• Instructions to follow: Your answer should be an exact copy of the lines from the start of the entries to the line containing "middle tip: (241, 277)", both included.

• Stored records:

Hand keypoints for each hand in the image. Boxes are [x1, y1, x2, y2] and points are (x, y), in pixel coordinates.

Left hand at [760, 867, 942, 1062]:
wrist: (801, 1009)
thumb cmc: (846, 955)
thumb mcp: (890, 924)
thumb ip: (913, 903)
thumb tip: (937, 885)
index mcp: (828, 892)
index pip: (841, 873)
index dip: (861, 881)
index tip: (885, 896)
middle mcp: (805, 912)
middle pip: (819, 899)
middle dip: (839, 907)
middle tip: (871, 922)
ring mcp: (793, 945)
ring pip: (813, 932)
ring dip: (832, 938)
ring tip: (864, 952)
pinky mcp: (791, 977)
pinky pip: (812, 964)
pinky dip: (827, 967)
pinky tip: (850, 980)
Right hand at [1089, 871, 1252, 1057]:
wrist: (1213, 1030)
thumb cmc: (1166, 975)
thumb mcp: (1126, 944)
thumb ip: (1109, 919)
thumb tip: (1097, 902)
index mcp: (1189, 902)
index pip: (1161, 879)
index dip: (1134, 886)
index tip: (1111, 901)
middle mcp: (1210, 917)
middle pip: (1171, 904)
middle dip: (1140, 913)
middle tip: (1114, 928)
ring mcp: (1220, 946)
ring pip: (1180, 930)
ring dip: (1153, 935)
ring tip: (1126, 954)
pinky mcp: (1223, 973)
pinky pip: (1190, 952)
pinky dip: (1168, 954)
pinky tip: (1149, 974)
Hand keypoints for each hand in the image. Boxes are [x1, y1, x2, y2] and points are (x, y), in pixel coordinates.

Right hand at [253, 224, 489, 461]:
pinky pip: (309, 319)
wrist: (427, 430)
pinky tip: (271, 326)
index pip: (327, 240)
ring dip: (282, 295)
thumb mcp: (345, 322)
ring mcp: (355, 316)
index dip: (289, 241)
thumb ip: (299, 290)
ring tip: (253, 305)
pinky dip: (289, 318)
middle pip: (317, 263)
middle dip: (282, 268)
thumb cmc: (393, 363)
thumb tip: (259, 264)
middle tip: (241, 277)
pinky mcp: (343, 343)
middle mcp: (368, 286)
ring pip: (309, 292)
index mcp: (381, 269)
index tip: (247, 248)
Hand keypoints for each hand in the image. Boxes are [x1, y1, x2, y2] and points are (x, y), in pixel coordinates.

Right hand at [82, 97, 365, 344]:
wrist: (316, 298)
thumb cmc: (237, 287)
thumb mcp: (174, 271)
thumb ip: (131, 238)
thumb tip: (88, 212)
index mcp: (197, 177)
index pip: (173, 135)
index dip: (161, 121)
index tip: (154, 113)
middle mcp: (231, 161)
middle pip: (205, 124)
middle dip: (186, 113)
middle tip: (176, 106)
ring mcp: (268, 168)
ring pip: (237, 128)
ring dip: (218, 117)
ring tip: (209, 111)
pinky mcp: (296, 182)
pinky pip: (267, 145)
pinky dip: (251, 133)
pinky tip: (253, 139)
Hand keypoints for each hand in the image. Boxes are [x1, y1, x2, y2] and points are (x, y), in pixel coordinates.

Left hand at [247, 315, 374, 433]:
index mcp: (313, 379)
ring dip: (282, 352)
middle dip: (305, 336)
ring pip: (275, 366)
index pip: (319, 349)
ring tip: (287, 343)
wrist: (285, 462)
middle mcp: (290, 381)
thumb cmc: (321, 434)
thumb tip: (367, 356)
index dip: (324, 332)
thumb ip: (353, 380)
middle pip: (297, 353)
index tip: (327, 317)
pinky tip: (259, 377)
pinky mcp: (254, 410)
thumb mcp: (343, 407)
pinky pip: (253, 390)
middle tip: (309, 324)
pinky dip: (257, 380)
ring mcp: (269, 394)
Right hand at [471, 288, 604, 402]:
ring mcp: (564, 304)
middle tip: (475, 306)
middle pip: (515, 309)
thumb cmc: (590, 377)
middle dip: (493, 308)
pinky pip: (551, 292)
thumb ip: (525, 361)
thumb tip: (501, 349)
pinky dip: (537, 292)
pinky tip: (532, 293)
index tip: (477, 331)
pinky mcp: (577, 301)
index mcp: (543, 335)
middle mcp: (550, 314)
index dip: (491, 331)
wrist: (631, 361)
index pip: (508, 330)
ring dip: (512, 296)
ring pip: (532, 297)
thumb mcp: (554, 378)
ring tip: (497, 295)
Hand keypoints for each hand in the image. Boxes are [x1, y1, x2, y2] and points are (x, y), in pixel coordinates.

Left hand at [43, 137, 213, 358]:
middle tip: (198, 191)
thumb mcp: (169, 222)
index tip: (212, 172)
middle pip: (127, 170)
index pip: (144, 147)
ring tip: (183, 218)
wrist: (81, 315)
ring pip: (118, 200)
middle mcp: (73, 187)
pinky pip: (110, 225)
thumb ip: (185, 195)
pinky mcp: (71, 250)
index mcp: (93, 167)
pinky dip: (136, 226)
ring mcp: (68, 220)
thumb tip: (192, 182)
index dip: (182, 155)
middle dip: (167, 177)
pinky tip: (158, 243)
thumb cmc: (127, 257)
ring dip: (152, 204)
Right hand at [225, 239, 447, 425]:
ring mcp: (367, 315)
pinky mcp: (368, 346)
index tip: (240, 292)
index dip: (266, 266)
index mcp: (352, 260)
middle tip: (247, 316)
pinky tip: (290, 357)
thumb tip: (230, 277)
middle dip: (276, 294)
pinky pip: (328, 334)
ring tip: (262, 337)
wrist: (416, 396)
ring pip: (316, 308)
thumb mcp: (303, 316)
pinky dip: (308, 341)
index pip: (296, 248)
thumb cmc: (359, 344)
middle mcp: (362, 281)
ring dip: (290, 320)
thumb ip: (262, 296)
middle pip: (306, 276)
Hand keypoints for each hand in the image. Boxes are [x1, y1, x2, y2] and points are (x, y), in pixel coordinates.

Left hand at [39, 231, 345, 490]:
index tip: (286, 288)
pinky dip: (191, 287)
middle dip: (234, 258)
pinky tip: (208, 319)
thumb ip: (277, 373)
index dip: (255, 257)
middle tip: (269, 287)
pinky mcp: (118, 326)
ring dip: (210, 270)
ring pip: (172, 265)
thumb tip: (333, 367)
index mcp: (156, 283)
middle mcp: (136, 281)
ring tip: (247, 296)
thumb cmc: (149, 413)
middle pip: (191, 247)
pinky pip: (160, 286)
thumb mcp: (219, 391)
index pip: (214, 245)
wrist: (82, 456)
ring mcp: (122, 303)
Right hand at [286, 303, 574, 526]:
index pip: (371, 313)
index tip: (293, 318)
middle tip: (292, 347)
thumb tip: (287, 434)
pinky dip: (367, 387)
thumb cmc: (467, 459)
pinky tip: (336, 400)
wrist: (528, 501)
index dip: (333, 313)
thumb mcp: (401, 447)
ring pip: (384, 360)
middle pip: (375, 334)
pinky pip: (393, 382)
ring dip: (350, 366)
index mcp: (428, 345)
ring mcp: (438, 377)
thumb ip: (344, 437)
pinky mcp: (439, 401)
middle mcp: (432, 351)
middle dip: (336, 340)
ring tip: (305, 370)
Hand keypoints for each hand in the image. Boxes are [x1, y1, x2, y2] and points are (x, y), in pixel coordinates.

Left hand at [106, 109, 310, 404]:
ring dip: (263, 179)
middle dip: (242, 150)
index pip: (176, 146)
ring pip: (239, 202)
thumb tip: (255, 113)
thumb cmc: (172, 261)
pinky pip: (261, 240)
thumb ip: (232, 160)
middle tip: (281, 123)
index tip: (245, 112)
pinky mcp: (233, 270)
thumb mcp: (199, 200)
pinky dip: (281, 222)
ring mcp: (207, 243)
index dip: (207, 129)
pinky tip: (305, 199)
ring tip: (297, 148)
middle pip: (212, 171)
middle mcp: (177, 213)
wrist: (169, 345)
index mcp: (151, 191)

• Your response:
Hand keypoints for each hand in the image. Boxes are [x1, y1, x2, y2] and points are (x, y), in pixel coordinates.

Left hand at [760, 867, 942, 1062]:
wrist: (801, 1009)
thumb cmc: (846, 955)
thumb mcp: (890, 924)
thumb ip: (913, 903)
thumb tip: (937, 885)
index mcp: (828, 892)
index pip: (841, 873)
index dip: (861, 881)
index tip: (885, 896)
middle mcp: (805, 912)
middle pip: (819, 899)
middle dip: (839, 907)
middle tip: (871, 922)
ring mcp: (793, 945)
ring pip: (813, 932)
ring dip: (832, 938)
ring tip: (864, 952)
pinky mcp: (791, 977)
pinky pip: (812, 964)
pinky dip: (827, 967)
pinky tip: (850, 980)
Right hand at [1089, 871, 1252, 1057]:
wrist: (1213, 1030)
thumb cmc: (1166, 975)
thumb mcp: (1126, 944)
thumb ip: (1109, 919)
thumb tip: (1097, 902)
index mcp: (1189, 902)
index pip: (1161, 879)
index dip: (1134, 886)
index tip: (1111, 901)
middle mcp: (1210, 917)
middle pip: (1171, 904)
middle dip: (1140, 913)
middle tip: (1114, 928)
ring mcp: (1220, 946)
ring pip: (1180, 930)
ring dip: (1153, 935)
ring tip: (1126, 954)
pinky mcp: (1223, 973)
pinky pip: (1190, 952)
pinky dip: (1168, 954)
pinky tip: (1149, 974)
Hand keypoints for each hand in the image. Boxes are [x1, y1, x2, y2] and points are (x, y), in pixel coordinates.

Right hand at [253, 224, 489, 461]:
pinky pip: (309, 319)
wrist: (427, 430)
pinky tip: (271, 326)
index pip: (327, 240)
ring dip: (282, 295)
thumb mcp: (345, 322)
ring mcp: (355, 316)
index dip: (289, 241)
thumb ip: (299, 290)
ring tip: (253, 305)
pinky dip: (289, 318)
middle pip: (317, 263)
middle dip: (282, 268)
thumb cmc: (393, 363)
thumb tip: (259, 264)
middle tip: (241, 277)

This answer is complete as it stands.